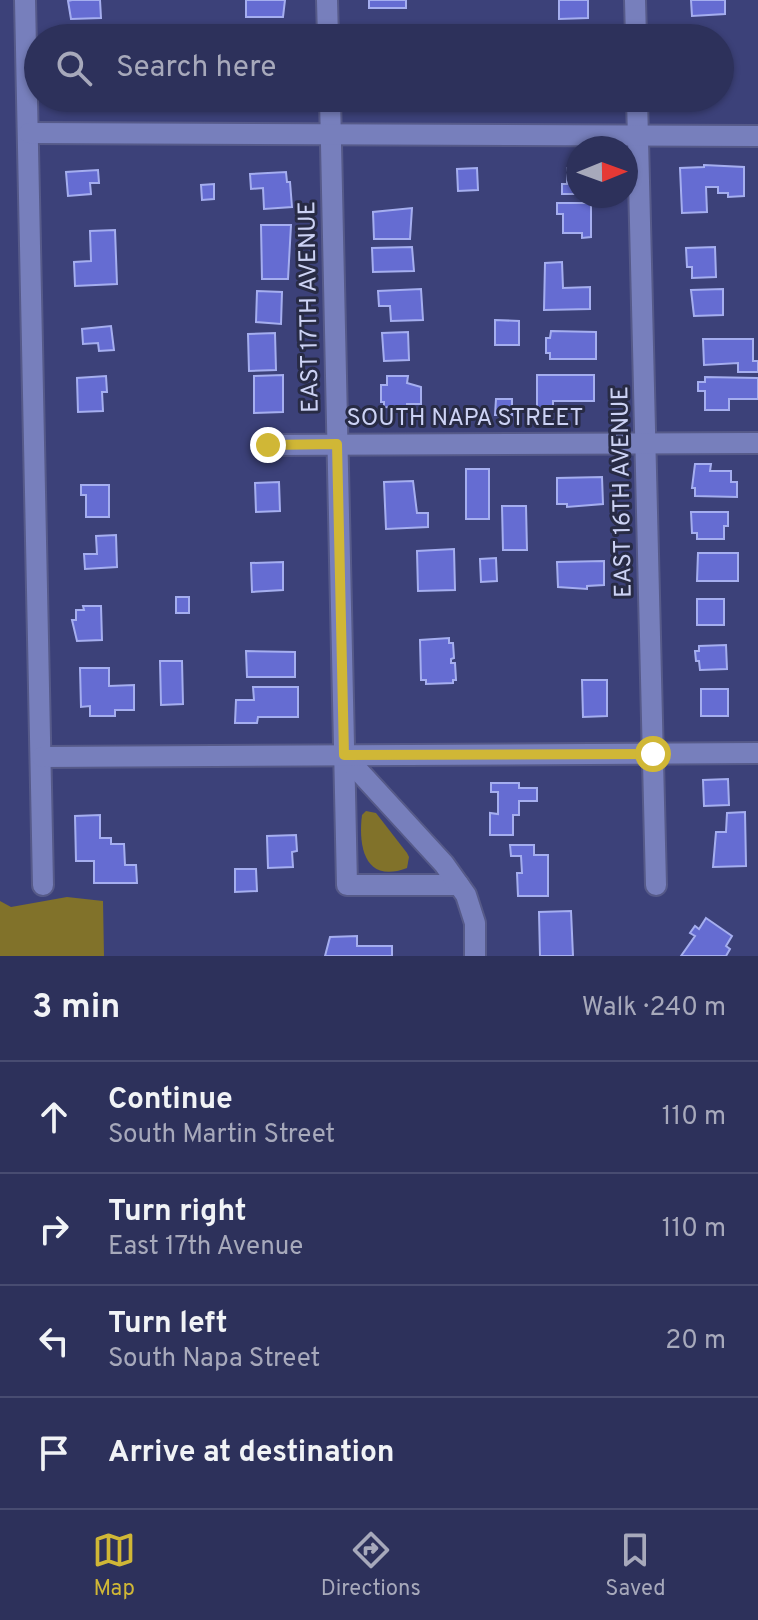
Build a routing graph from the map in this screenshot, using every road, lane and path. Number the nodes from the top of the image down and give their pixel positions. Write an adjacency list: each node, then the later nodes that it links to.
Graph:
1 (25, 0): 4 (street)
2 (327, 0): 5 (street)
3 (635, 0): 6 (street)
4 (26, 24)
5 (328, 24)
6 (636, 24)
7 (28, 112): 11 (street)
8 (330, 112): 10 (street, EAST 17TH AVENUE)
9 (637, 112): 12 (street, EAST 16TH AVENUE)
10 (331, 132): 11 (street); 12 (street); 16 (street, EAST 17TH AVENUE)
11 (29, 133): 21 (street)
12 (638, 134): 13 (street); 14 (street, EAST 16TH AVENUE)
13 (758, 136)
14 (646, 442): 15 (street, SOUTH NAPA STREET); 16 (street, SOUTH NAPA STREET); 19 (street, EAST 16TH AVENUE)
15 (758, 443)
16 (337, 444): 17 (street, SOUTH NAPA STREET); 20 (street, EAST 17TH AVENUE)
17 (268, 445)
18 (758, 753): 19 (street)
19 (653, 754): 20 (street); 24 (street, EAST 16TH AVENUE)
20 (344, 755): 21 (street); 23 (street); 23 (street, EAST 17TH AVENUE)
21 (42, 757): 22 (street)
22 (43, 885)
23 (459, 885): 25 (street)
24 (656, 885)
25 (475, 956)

**TASK BRIEF**. Return every line above word for word, minus images.

**FINISHED EXERCISE**.
Build a routing graph from the map in this screenshot, using every road, lane and path. Number the nodes from the top of the image down and give their pixel positions. Write an adjacency list: each node, then the later nodes that it links to.
Graph:
1 (25, 0): 4 (street)
2 (327, 0): 5 (street)
3 (635, 0): 6 (street)
4 (26, 24)
5 (328, 24)
6 (636, 24)
7 (28, 112): 11 (street)
8 (330, 112): 10 (street, EAST 17TH AVENUE)
9 (637, 112): 12 (street, EAST 16TH AVENUE)
10 (331, 132): 11 (street); 12 (street); 16 (street, EAST 17TH AVENUE)
11 (29, 133): 21 (street)
12 (638, 134): 13 (street); 14 (street, EAST 16TH AVENUE)
13 (758, 136)
14 (646, 442): 15 (street, SOUTH NAPA STREET); 16 (street, SOUTH NAPA STREET); 19 (street, EAST 16TH AVENUE)
15 (758, 443)
16 (337, 444): 17 (street, SOUTH NAPA STREET); 20 (street, EAST 17TH AVENUE)
17 (268, 445)
18 (758, 753): 19 (street)
19 (653, 754): 20 (street); 24 (street, EAST 16TH AVENUE)
20 (344, 755): 21 (street); 23 (street); 23 (street, EAST 17TH AVENUE)
21 (42, 757): 22 (street)
22 (43, 885)
23 (459, 885): 25 (street)
24 (656, 885)
25 (475, 956)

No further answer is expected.